Oregon Folklife Network is accepting applications until January 21, 2022 for the Traditional Arts Apprenticeship Program (TAAP) for projects in 2022. The program offers folk and traditional master artists and culture keepers a $3,500 stipend to teach their art form to apprentices from their same communities, Tribes, sacred or occupational groupsThe stipend supports master artists in sharing their knowledge, skills and expertise with apprentices of great promise who will be empowered to carry on and strengthen Oregon’s living cultural traditions. Artist may make public presentations through the Museum of Natural and Cultural History.

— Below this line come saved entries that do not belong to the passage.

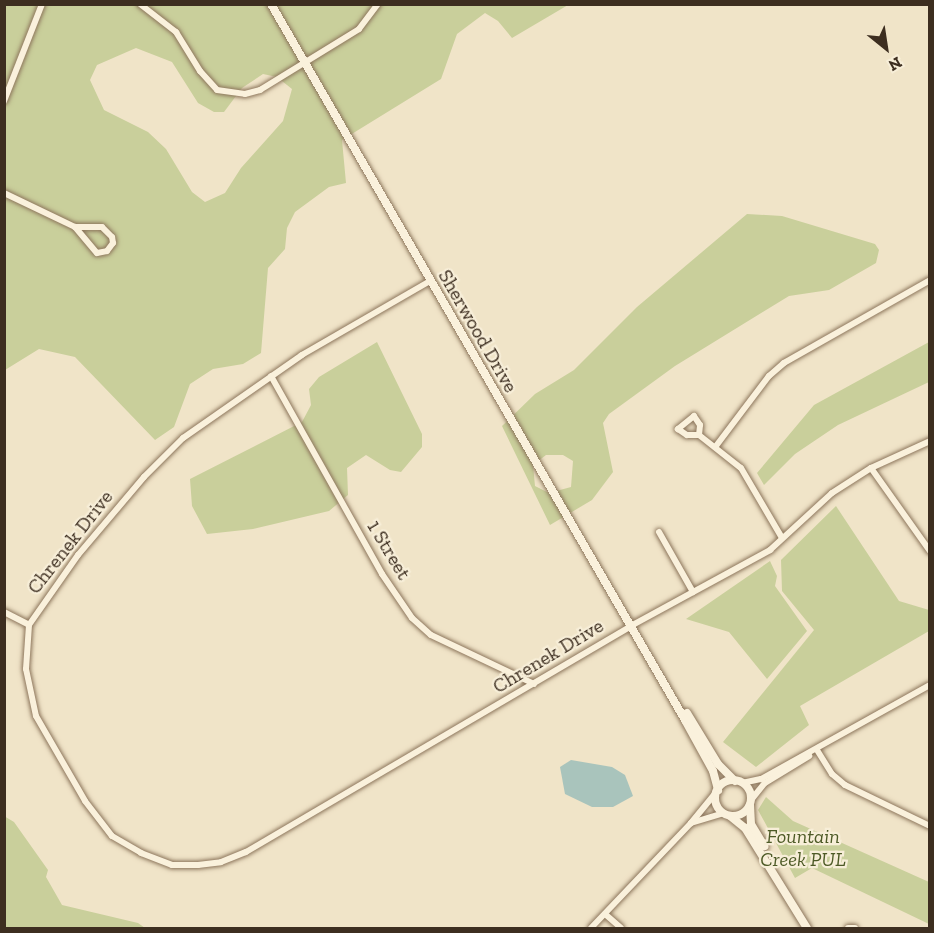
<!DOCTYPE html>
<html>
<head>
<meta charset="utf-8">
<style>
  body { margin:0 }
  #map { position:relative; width:934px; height:933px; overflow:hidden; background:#f0e4c8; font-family:"Zilla Slab",serif }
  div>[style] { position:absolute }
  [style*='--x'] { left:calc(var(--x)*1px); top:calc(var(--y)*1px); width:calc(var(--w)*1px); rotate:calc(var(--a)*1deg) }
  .green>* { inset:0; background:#c9cf9b }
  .water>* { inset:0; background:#a9c4bc }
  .roads { filter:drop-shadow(0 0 2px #8d765c) drop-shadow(0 0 2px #8d765c) }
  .street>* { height:6px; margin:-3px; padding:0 3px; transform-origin:3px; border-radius:3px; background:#faf1dc }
  .secondary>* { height:8px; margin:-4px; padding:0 4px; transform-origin:4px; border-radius:4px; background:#faf1dc }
  .secondary>.ring { margin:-4px; padding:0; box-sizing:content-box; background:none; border:8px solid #faf1dc; border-radius:50% }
  span { translate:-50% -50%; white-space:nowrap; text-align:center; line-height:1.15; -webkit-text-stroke:4.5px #f7eed8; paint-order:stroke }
  .street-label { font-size:20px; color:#3d2e20 }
  .park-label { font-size:20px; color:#4d5a26; font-style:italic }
  .frame { position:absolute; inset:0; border:6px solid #3d2e20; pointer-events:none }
  .north { position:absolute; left:856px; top:18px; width:60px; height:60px; -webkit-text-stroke:4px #f7eed8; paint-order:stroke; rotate:150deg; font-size:16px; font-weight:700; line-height:24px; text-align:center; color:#3d2e20 }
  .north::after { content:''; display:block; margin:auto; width:21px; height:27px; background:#3d2e20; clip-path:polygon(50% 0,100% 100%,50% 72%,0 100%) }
</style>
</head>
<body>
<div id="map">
  <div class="green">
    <div style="clip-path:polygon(evenodd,4px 5px,568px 5px,512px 38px,498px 21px,485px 13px,457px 34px,441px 79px,342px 140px,346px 183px,329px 187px,295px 212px,287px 228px,285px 249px,268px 268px,261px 353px,243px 364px,213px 369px,190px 384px,174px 427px,155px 440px,75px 357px,39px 349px,5px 370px,4px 5px,136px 48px,172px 62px,198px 103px,214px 112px,224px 112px,242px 88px,263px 74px,277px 77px,292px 89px,283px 121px,241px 168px,225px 193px,205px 202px,192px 192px,166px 149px,148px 132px,104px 110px,90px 80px,97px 65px,136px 48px)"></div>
    <div style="clip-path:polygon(evenodd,747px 214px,782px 216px,875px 244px,879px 250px,876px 263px,829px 290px,789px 296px,675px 366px,609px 414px,603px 423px,613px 472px,592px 500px,550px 525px,502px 426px,535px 394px,574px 370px,637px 307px,747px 214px,546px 455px,563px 455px,573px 461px,571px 487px,549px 493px,535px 486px,533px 465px,546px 455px)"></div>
    <div style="clip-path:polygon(377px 342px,422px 434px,422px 447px,401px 472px,390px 470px,366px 455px,347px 468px,348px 495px,329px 511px,253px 529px,207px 534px,192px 506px,190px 479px,302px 422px,311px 405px,309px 389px,319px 377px)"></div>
    <div style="clip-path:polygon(929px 342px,929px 382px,838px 425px,795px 454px,764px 485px,757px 473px,814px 405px)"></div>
    <div style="clip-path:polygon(836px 506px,899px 601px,929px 610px,929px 631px,800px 706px,809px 725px,756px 767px,723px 742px,814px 630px,782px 591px,781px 560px)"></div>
    <div style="clip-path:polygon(770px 561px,777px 576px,775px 586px,807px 631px,767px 679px,729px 632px,686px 619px)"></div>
    <div style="clip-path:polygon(766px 797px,793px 821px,929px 882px,929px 924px,812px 868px,795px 878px,758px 810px)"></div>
    <div style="clip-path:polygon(4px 816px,14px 822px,48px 870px,46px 877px,62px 905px,138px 923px,145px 928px,5px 928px)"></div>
  </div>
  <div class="water">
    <div style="clip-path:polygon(571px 760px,612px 767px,625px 775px,633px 796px,613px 807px,592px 807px,565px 794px,560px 767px)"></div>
  </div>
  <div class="roads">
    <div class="street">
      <div style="--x:140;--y:4;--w:46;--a:37.9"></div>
      <div style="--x:176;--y:32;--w:46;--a:58.4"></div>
      <div style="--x:200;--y:71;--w:25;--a:48"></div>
      <div style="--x:217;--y:90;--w:28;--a:8"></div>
      <div style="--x:245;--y:94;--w:16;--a:-15"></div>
      <div style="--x:260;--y:90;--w:116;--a:-31.6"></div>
      <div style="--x:359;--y:29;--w:31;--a:-53"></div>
      <div style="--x:4;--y:101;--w:104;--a:-68.6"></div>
      <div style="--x:4;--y:193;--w:79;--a:25.6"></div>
      <div style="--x:75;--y:227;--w:34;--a:50"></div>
      <div style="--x:97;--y:253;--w:10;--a:-11"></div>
      <div style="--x:107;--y:251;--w:10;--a:-53"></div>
      <div style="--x:113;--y:243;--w:6;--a:-99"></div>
      <div style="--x:112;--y:237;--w:14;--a:-135"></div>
      <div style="--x:102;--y:227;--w:27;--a:180"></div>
      <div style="--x:430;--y:281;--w:148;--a:150"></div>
      <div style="--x:302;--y:355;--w:145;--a:145.1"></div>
      <div style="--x:183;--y:438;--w:55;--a:135"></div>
      <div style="--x:144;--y:477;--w:102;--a:130.2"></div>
      <div style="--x:78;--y:555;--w:85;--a:125"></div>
      <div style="--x:29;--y:625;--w:44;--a:93.9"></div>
      <div style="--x:26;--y:669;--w:48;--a:78"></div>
      <div style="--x:36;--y:716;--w:98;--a:60"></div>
      <div style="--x:85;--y:801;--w:44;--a:52.4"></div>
      <div style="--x:112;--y:836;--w:34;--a:30"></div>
      <div style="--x:141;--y:853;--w:33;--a:21"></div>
      <div style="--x:172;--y:865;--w:26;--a:0"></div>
      <div style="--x:198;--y:865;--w:23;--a:-7"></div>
      <div style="--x:221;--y:862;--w:27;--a:-22"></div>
      <div style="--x:246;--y:852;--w:444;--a:-30.4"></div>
      <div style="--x:629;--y:627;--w:161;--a:-28.6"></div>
      <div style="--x:770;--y:550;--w:84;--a:-42.6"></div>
      <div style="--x:832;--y:493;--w:46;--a:-32.7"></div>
      <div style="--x:871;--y:468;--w:65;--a:-24.6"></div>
      <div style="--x:271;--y:376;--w:227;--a:60.7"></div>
      <div style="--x:382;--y:574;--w:53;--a:55.7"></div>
      <div style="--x:412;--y:618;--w:25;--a:42"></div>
      <div style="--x:431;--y:635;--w:114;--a:25.4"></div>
      <div style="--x:699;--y:435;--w:10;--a:-84"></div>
      <div style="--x:700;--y:425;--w:11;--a:-124"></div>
      <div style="--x:694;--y:416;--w:21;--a:141"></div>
      <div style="--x:678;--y:429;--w:11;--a:34"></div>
      <div style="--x:687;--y:435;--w:12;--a:0"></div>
      <div style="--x:699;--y:435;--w:53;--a:38.2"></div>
      <div style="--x:741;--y:468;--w:81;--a:59.6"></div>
      <div style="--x:716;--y:446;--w:88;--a:-52.9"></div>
      <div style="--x:769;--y:376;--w:20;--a:-41"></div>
      <div style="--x:784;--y:363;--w:168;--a:-29.6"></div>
      <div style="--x:871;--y:468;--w:102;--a:54.6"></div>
      <div style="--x:659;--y:532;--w:69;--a:60.5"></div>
      <div style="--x:4;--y:612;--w:28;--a:27"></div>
      <div style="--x:817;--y:750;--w:28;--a:58"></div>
      <div style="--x:832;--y:774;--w:17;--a:40"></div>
      <div style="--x:845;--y:785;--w:94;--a:25.8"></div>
      <div style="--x:742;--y:783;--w:19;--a:-12"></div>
      <div style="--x:761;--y:779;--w:193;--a:-29.1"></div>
      <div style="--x:718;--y:790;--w:43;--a:129.3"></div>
      <div style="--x:691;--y:823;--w:34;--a:-17"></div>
      <div style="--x:751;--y:800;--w:22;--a:-51"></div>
      <div style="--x:765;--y:783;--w:52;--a:-31.5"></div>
      <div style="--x:605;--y:914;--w:21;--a:41"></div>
      <div style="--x:591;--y:928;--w:145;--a:-46.4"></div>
      <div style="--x:848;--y:928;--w:7;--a:0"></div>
    </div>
    <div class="secondary">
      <div style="--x:271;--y:4;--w:827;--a:59.96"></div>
      <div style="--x:685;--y:720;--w:58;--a:61.2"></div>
      <div style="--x:713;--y:771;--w:20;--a:75"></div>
      <div style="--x:687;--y:713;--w:60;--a:58.7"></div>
      <div style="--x:718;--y:764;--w:24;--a:45"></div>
      <div class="ring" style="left:715px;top:780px;width:28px;height:28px"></div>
      <div style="--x:750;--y:805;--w:19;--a:87"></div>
      <div style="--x:751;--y:824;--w:26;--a:59"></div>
      <div style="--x:730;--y:816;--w:19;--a:39"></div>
      <div style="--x:745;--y:828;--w:118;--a:58.2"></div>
    </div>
  </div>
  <div class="street-label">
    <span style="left:478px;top:331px;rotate:60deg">Sherwood Drive</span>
    <span style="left:70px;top:542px;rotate:-52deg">Chrenek Drive</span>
    <span style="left:389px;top:550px;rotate:59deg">1 Street</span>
    <span style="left:548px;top:656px;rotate:-31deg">Chrenek Drive</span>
  </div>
  <div class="park-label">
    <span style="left:803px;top:848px">Fountain<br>Creek PUL</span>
  </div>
  <div class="frame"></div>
  <div class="north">N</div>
</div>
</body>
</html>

Oregon’s 2021 TAAP awards supported traditional buckaroo leatherwork by Clair Kehrberg of John Day; Mexican charro (trick-roping expert) Antonio Huerta of Springfield; Black gospel, rhythm & blues singer LaRhonda Steele of Portland; Zapotec weaving by Francisco Bautista of Sandy; Guinean drum making and tuning by Alseny Yansane of Eugene; and Asian Indian dance by Jayanthi Raman of Portland. All mentored apprentices from their own culture groups in the traditional forms noted, with OFN providing technical support as needed for socially distanced teaching, learning, and presenting.

Oregon Folklife Network encourages applications from Oregonians practicing cultural traditions emerging from their heritage or Tribes. This program does not fund historic reenactments or cultural appropriation.

To learn more about application procedures and eligibility or to recommend a TAAP applicant, visit ofn.uoregon.edu, email ofn@uoregon.edu, or call 541-346-3820. Oregon Folklife Network staff members are available to provide application advice and will review and provide feedback on draft applications prior to submission.

Completed applications are due no later than 5 pm on January 21 at the Oregon Folklife Network, 242 Knight Library, 6204 University of Oregon, Eugene, OR 97403-6204. NOTE: This is NOT a postmark deadline.